I brushed past him, sticking the magnet to his suit jacket just below the left shoulder blade, and moved several paces down the platform.
    Kawamura spoke into the phone for a few seconds, not loudly enough for me to hear over the screeching brakes of the train slowing to a halt in front of us, and then slipped the phone back in his left breast pocket. I wondered whom he had called. It didn’t matter. Two stations ahead, three at the most, and it would be done.

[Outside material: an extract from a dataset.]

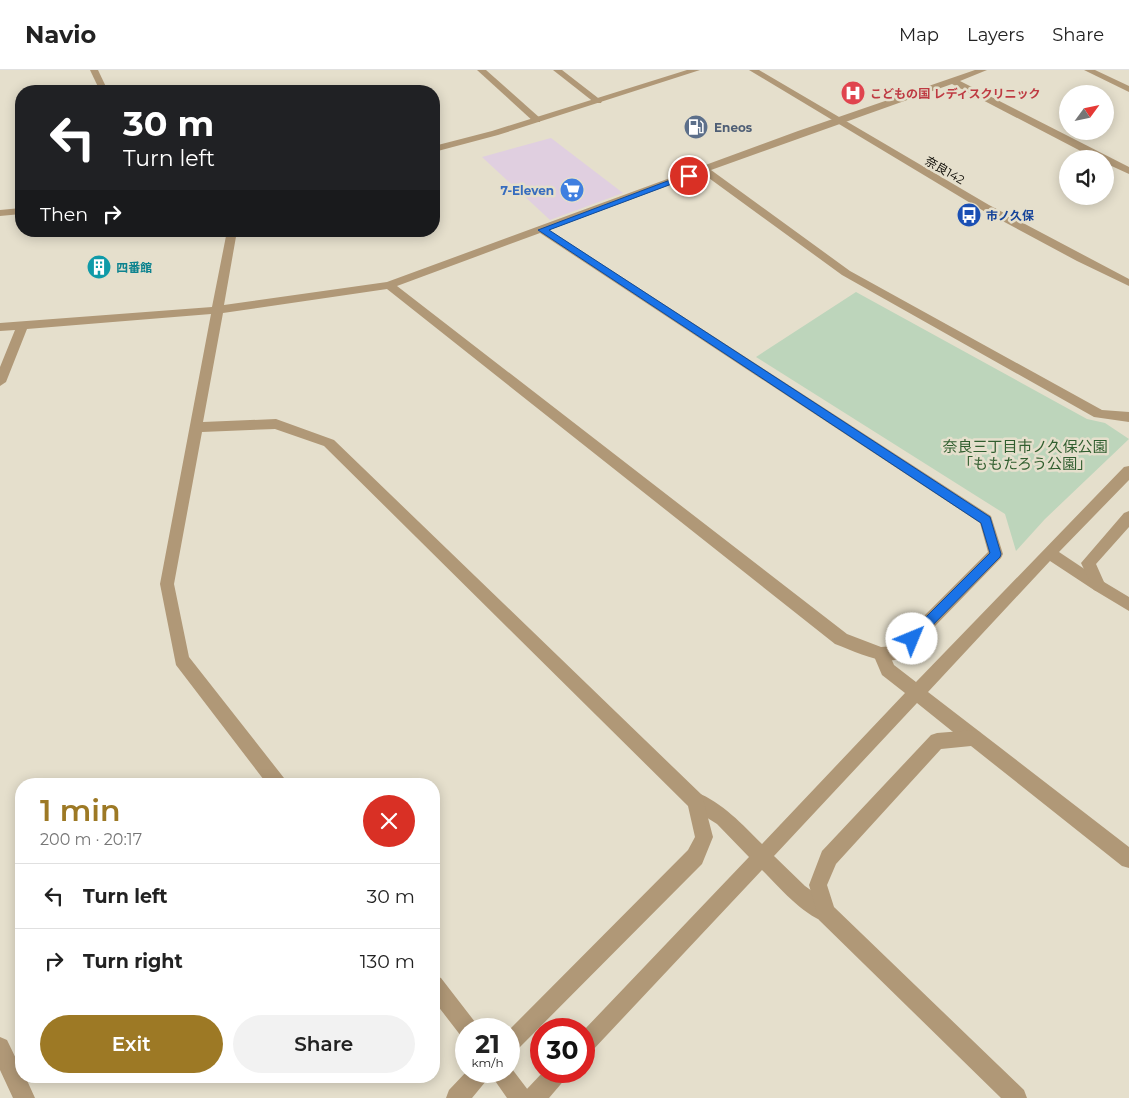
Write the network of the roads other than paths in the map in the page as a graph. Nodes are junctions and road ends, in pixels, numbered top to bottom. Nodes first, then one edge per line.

    The train stopped and the doors opened, releasing a gush of human effluent. When the outflow slowed to a trickle, the lines on the platform collapsed inward and poured inside, as though someone had hit the reverse switch on a giant vacuum. People kept jamming themselves in despite warnings that
The doors are closing!
and the mass of commuters swelled until we were all held firmly in place, with no need to grip the overhead handles because there was nowhere to fall. The doors shut, the car lurched forward, and we moved off.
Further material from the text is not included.